[Extracted data entries]
↓

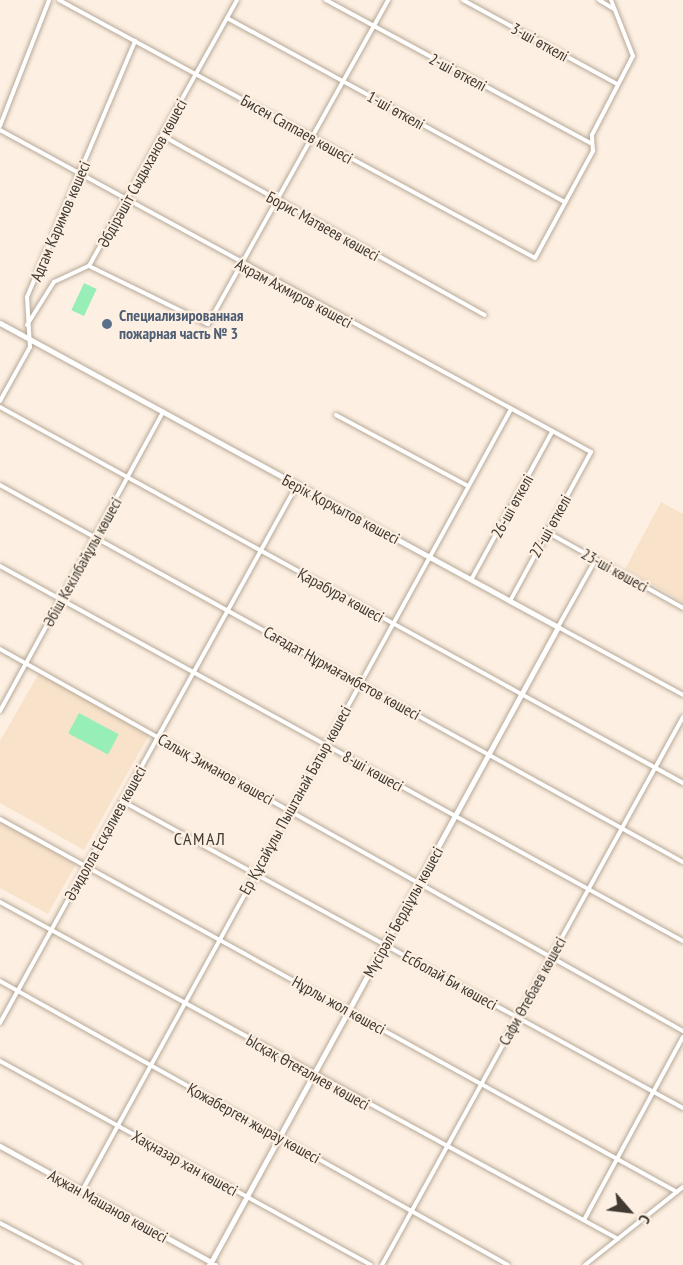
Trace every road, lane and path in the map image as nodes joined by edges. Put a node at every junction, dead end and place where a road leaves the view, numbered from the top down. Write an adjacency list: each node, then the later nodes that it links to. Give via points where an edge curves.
1 (49, 0): 17 (street)
2 (59, 0): 12 (street, Бисен Саппаев көшесі)
3 (237, 0): 10 (street, Әбдірәшіт Сыдыханов көшесі)
4 (326, 0): 11 (street, 2-ші өткелі)
5 (388, 0): 11 (street)
6 (463, 0): 15 (street, 3-ші өткелі)
7 (599, 0): 9 (street)
8 (611, 0): 9 (street)
9 (615, 9): 15 (street, via 633,48)
10 (227, 18): 13 (street, Әбдірәшіт Сыдыханов көшесі); 14 (street, 1-ші өткелі)
11 (374, 26): 14 (street); 21 (street, 2-ші өткелі)
12 (135, 41): 13 (street, Бисен Саппаев көшесі); 22 (street, Адгам Каримов көшесі)
13 (197, 75): 19 (street, Әбдірәшіт Сыдыханов көшесі); 20 (street, Бисен Саппаев көшесі)
14 (343, 81): 20 (street); 25 (street, 1-ші өткелі)
15 (617, 84): 21 (street)
16 (0, 111): 17 (street)
17 (4, 115): 18 (street)
18 (0, 128): 22 (street, Акрам Ахмиров көшесі)
19 (163, 136): 23 (street, Әбдірәшіт Сыдыханов көшесі); 24 (street, Борис Матвеев көшесі)
20 (312, 137): 24 (street); 25 (street, Бисен Саппаев көшесі, via 535,258)
21 (591, 144): 25 (street, via 593,151)
22 (81, 172): 23 (street, Акрам Ахмиров көшесі); 30 (street, Адгам Каримов көшесі, via 27,297)
23 (126, 201): 26 (street, Акрам Ахмиров көшесі); 27 (street, Әбдірәшіт Сыдыханов көшесі)
24 (278, 201): 26 (street); 28 (street, Борис Матвеев көшесі)
25 (565, 202)
26 (243, 265): 27 (street, via 212,321 199,324); 34 (street, Акрам Ахмиров көшесі)
27 (89, 266): 30 (street, Әбдірәшіт Сыдыханов көшесі, via 54,282)
28 (484, 315)
29 (0, 323): 31 (street, Берік Қорқытов көшесі)
30 (27, 325): 31 (street, Адгам Каримов көшесі)
31 (29, 339): 32 (street, Адгам Каримов көшесі, via 30,347); 35 (street, Берік Қорқытов көшесі)
32 (0, 401)
33 (0, 407): 39 (street, Қарабура көшесі)
34 (511, 409): 37 (street, Акрам Ахмиров көшесі); 42 (street, Ер Құсайұлы Пыштанай Батыр көшесі)
35 (164, 412): 39 (street, Әбіш Кекілбайұлы көшесі); 41 (street, Берік Қорқытов көшесі)
36 (336, 415): 42 (street)
37 (552, 432): 38 (street, Акрам Ахмиров көшесі); 49 (street, 26-ші өткелі)
38 (591, 452): 43 (street, 27-ші өткелі)
39 (128, 477): 44 (street, Әбіш Кекілбайұлы көшесі); 45 (street, Қарабура көшесі)
40 (0, 485): 44 (street, Сағадат Нұрмағамбетов көшесі)
41 (297, 485): 45 (street, Әзидолла Есқалиев көшесі); 46 (street, Берік Қорқытов көшесі)
42 (468, 486): 46 (street, Ер Құсайұлы Пыштанай Батыр көшесі)
43 (547, 532): 47 (street, 23-шi көшесi); 51 (street, 27-ші өткелі)
44 (95, 539): 50 (street, Әбіш Кекілбайұлы көшесі); 53 (street, Сағадат Нұрмағамбетов көшесі)
45 (261, 550): 53 (street, Әзидолла Есқалиев көшесі); 54 (street, Қарабура көшесі)
46 (429, 556): 49 (street, Берік Қорқытов көшесі); 54 (street, Ер Құсайұлы Пыштанай Батыр көшесі)
47 (596, 559): 52 (street, 23-шi көшесi); 55 (street, Мүсірәлі Бердіұлы көшесі)
48 (0, 566): 50 (street, 8-шi көшесi)
49 (471, 580): 51 (street, Берік Қорқытов көшесі)
50 (62, 600): 57 (street, Әбіш Кекілбайұлы көшесі); 58 (street, 8-шi көшесi)
51 (510, 601): 55 (street, Берік Қорқытов көшесі)
52 (683, 608)
53 (227, 610): 58 (street, Әзидолла Есқалиев көшесі); 59 (street, Сағадат Нұрмағамбетов көшесі)
54 (391, 622): 59 (street, Ер Құсайұлы Пыштанай Батыр көшесі); 60 (street, Қарабура көшесі)
55 (558, 627): 60 (street, Мүсірәлі Бердіұлы көшесі); 61 (street, Берік Қорқытов көшесі)
56 (0, 649): 57 (street, Салық Зиманов көшесі)
57 (26, 663): 62 (street, Әбіш Кекілбайұлы көшесі); 64 (street, Салық Зиманов көшесі)
58 (194, 672): 64 (street, Әзидолла Есқалиев көшесі); 65 (street, 8-шi көшесi)
59 (358, 683): 65 (street, Ер Құсайұлы Пыштанай Батыр көшесі); 66 (street, Сағадат Нұрмағамбетов көшесі)
60 (522, 694): 66 (street, Мүсірәлі Бердіұлы көшесі); 67 (street, Қарабура көшесі)
61 (683, 695)
62 (0, 711)
63 (683, 717): 67 (street, Сафи Өтебаев көшесі)
64 (158, 737): 69 (street, Әзидолла Есқалиев көшесі); 70 (street, Салық Зиманов көшесі)
65 (325, 744): 70 (street, Ер Құсайұлы Пыштанай Батыр көшесі); 71 (street, 8-шi көшесi)
66 (489, 755): 71 (street, Мүсірәлі Бердіұлы көшесі); 73 (street, Сағадат Нұрмағамбетов көшесі)
67 (655, 768): 68 (street, Қарабура көшесі); 73 (street, Сафи Өтебаев көшесі)
68 (683, 783)
69 (122, 801): 75 (street, Әзидолла Есқалиев көшесі); 76 (street, Есболай Би көшесі)
70 (289, 810): 76 (street, Ер Құсайұлы Пыштанай Батыр көшесі); 77 (street, Салық Зиманов көшесі)
71 (455, 816): 77 (street, Мүсірәлі Бердіұлы көшесі); 78 (street, 8-шi көшесi)
72 (0, 819): 75 (street, Нұрлы жол көшесі)
73 (622, 828): 74 (street, Сағадат Нұрмағамбетов көшесі); 78 (street, Сафи Өтебаев көшесі)
74 (683, 862)
75 (86, 866): 80 (street, Әзидолла Есқалиев көшесі); 81 (street, Нұрлы жол көшесі)
76 (255, 873): 81 (street, Ер Құсайұлы Пыштанай Батыр көшесі); 83 (street, Есболай Би көшесі)
77 (419, 883): 83 (street, Мүсірәлі Бердіұлы көшесі); 84 (street, Салық Зиманов көшесі)
78 (588, 889): 82 (street, 8-шi көшесi); 84 (street, Сафи Өтебаев көшесі)
79 (0, 902): 80 (street, Ысқақ Өтеғалиев көшесі)
80 (51, 930): 86 (street, Әзидолла Есқалиев көшесі); 87 (street, Ысқақ Өтеғалиев көшесі)
81 (219, 939): 87 (street, Ер Құсайұлы Пыштанай Батыр көшесі); 88 (street, Нұрлы жол көшесі)
82 (683, 941)
83 (385, 945): 88 (street, Мүсірәлі Бердіұлы көшесі); 89 (street, Есболай Би көшесі)
84 (551, 957): 89 (street, Сафи Өтебаев көшесі); 91 (street, Салық Зиманов көшесі)
85 (0, 981): 86 (street, Қожаберген жырау көшесі)
86 (17, 991): 90 (street, Әзидолла Есқалиев көшесі); 94 (street, Қожаберген жырау көшесі)
87 (184, 1003): 94 (street, Ер Құсайұлы Пыштанай Батыр көшесі); 95 (street, Ысқақ Өтеғалиев көшесі)
88 (349, 1011): 95 (street, Мүсірәлі Бердіұлы көшесі); 96 (street, Нұрлы жол көшесі)
89 (518, 1018): 96 (street, Сафи Өтебаев көшесі); 97 (street, Есболай Би көшесі)
90 (0, 1023)
91 (683, 1030)
92 (683, 1037): 97 (street)
93 (0, 1061): 99 (street, Хақназар хан көшесі)
94 (150, 1065): 99 (street, Ер Құсайұлы Пыштанай Батыр көшесі); 100 (street, Қожаберген жырау көшесі)
95 (315, 1075): 100 (street, Мүсірәлі Бердіұлы көшесі); 102 (street, Ысқақ Өтеғалиев көшесі)
96 (482, 1084): 102 (street, Сафи Өтебаев көшесі); 103 (street, Нұрлы жол көшесі)
97 (653, 1092): 98 (street, Есболай Би көшесі); 103 (street)
98 (683, 1108)
99 (117, 1126): 105 (street, Ер Құсайұлы Пыштанай Батыр көшесі); 107 (street, Хақназар хан көшесі)
100 (280, 1138): 107 (street, Мүсірәлі Бердіұлы көшесі); 108 (street, Қожаберген жырау көшесі)
101 (0, 1146): 105 (street, Ақжан Машанов көшесі)
102 (447, 1148): 108 (street, Сафи Өтебаев көшесі); 109 (street, Ысқақ Өтеғалиев көшесі)
103 (616, 1158): 106 (street, Нұрлы жол көшесі); 109 (street)
104 (683, 1187): 106 (street)
105 (82, 1192): 112 (street, Ақжан Машанов көшесі)
106 (677, 1192): 111 (street)
107 (248, 1198): 112 (street, Мүсірәлі Бердіұлы көшесі); 114 (street, Хақназар хан көшесі)
108 (411, 1211): 115 (street, Сафи Өтебаев көшесі); 116 (street, Қожаберген жырау көшесі)
109 (584, 1220): 111 (street, Ысқақ Өтеғалиев көшесі)
110 (0, 1222): 113 (street)
111 (618, 1239): 117 (street)
112 (212, 1264)
113 (80, 1265)
114 (371, 1265)
115 (382, 1265)
116 (508, 1265)
117 (585, 1265)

↑

* **The task**
State the number of lines in the data that include the string "Кекілбайұлы", and add nothing else.

* **Solved problem**
5